Jokowi Nyaris Kehabisan Pindang Belido, Ikan Khas dari Palembang yang Digemari Banyak Tokoh
Permintaan orang nomor satu itu sontak membuat kaget pengelola rumah makan berlokasi di tengah kota ini.
Editor: Hasanudin Aco
Menurutnya, pemerintah perlu melestarikan ikan belido sehingga ikan yang dijadikan maskot tetap ada di sungai Musi.
Termasuk upaya budidaya serta penangkaran ikan Belido sehingga kebutuhan bahan baku ikan bagi olahan makanan selalu terpenuhi.

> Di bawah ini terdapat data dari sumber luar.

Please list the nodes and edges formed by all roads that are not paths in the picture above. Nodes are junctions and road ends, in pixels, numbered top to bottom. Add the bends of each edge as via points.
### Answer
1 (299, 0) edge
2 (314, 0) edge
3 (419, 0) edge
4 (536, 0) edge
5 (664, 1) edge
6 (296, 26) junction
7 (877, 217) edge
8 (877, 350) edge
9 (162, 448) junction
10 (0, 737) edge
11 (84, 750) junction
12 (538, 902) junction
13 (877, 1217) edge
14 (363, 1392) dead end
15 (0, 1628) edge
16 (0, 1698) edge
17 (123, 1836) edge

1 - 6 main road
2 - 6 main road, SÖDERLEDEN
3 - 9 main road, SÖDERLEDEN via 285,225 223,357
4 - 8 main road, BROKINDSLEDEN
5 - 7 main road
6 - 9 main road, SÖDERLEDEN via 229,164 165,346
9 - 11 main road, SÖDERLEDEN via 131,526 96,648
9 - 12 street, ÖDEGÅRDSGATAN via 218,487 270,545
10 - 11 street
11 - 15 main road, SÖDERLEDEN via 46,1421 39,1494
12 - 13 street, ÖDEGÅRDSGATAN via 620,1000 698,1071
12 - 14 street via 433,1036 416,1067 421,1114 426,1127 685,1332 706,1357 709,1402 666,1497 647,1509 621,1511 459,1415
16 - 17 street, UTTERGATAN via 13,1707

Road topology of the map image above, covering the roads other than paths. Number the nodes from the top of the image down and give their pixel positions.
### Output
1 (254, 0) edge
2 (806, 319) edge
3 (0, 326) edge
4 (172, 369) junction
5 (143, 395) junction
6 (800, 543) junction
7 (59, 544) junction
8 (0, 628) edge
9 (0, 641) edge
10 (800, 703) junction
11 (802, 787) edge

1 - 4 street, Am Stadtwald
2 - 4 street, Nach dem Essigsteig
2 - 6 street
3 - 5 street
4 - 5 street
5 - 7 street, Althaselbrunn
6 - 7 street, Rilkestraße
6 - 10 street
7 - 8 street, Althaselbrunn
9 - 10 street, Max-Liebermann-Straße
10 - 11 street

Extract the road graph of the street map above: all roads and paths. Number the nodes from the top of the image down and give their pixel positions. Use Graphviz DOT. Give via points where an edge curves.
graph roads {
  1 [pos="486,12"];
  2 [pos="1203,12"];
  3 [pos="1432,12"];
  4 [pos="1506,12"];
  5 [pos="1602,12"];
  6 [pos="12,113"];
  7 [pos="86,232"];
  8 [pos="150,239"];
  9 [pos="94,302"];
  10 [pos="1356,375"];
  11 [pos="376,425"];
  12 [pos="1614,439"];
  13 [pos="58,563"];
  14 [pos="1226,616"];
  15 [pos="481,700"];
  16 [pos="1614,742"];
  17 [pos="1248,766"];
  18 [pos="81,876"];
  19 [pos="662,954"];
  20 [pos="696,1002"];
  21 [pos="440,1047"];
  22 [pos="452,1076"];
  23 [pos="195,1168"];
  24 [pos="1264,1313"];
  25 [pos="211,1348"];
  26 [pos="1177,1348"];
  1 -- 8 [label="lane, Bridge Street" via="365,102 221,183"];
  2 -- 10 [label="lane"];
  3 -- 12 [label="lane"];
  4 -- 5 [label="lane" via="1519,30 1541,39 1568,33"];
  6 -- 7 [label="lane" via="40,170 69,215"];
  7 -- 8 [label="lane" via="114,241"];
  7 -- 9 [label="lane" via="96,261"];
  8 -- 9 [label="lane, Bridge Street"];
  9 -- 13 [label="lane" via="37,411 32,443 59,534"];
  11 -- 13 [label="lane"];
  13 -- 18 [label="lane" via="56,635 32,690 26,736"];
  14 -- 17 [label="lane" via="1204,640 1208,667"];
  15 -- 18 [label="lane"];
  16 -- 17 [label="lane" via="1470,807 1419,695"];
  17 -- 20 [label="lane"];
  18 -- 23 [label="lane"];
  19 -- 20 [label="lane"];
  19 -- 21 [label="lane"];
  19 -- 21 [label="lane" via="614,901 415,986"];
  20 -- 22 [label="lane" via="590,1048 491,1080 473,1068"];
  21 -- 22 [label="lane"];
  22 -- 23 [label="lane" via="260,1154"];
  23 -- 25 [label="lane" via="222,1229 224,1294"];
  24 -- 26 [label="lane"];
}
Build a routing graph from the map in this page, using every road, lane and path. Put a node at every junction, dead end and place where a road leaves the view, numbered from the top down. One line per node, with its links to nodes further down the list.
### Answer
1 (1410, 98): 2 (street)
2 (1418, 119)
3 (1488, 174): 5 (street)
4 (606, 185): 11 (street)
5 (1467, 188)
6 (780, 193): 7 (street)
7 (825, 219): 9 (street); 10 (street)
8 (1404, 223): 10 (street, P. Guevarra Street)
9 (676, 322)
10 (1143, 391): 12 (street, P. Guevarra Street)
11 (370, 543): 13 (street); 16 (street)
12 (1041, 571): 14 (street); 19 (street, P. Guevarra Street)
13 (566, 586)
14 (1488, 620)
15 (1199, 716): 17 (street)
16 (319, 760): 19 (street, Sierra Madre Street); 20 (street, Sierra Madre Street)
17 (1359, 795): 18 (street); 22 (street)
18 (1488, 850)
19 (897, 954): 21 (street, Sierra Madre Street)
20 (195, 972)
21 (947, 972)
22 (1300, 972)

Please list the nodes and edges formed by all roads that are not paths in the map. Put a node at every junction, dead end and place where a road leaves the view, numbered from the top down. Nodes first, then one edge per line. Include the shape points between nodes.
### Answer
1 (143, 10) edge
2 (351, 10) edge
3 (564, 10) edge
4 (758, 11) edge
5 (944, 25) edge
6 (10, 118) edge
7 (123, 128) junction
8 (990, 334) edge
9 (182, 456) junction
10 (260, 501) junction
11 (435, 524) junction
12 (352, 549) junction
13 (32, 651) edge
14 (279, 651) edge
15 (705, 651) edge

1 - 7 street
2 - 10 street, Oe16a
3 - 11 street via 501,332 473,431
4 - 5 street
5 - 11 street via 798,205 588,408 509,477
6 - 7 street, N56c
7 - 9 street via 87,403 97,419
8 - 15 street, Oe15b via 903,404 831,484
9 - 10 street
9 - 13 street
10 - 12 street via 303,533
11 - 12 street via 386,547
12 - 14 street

" Repot kalau pengunjung ke BKB lihat ikan Belido, cuma bisa memandang bentuknya, mau cari olahan makanannya tidak ada lagi," jelasnya
Menurutnya, peminat pangan olahan ikan belido sangat besar.
Ikan belido seberat 200 kilogram hanya akan bertahan tiga sampai empat hari saja.
"Kalau sekarang ini, siapa yang bisa masok rutin 500 kilo seminggu langsung saya beli, tapi saya rasa mustahil," jelasnya
Selain Jokowi, Megawati juga sangat suka olahan ini. Ia suka brengkes belido.
Jika tidak makan di rumah makan, biasanya ajudan yang beli untuk dinikmati saat berada di lokasi kunjungan.
Tulangnya Saja Rp 120 Ribu per Kg
Lokasinya berada di pusat kota, punya halaman dan area parkir luas, serta teduh oleh banyaknya pepohonan rindang.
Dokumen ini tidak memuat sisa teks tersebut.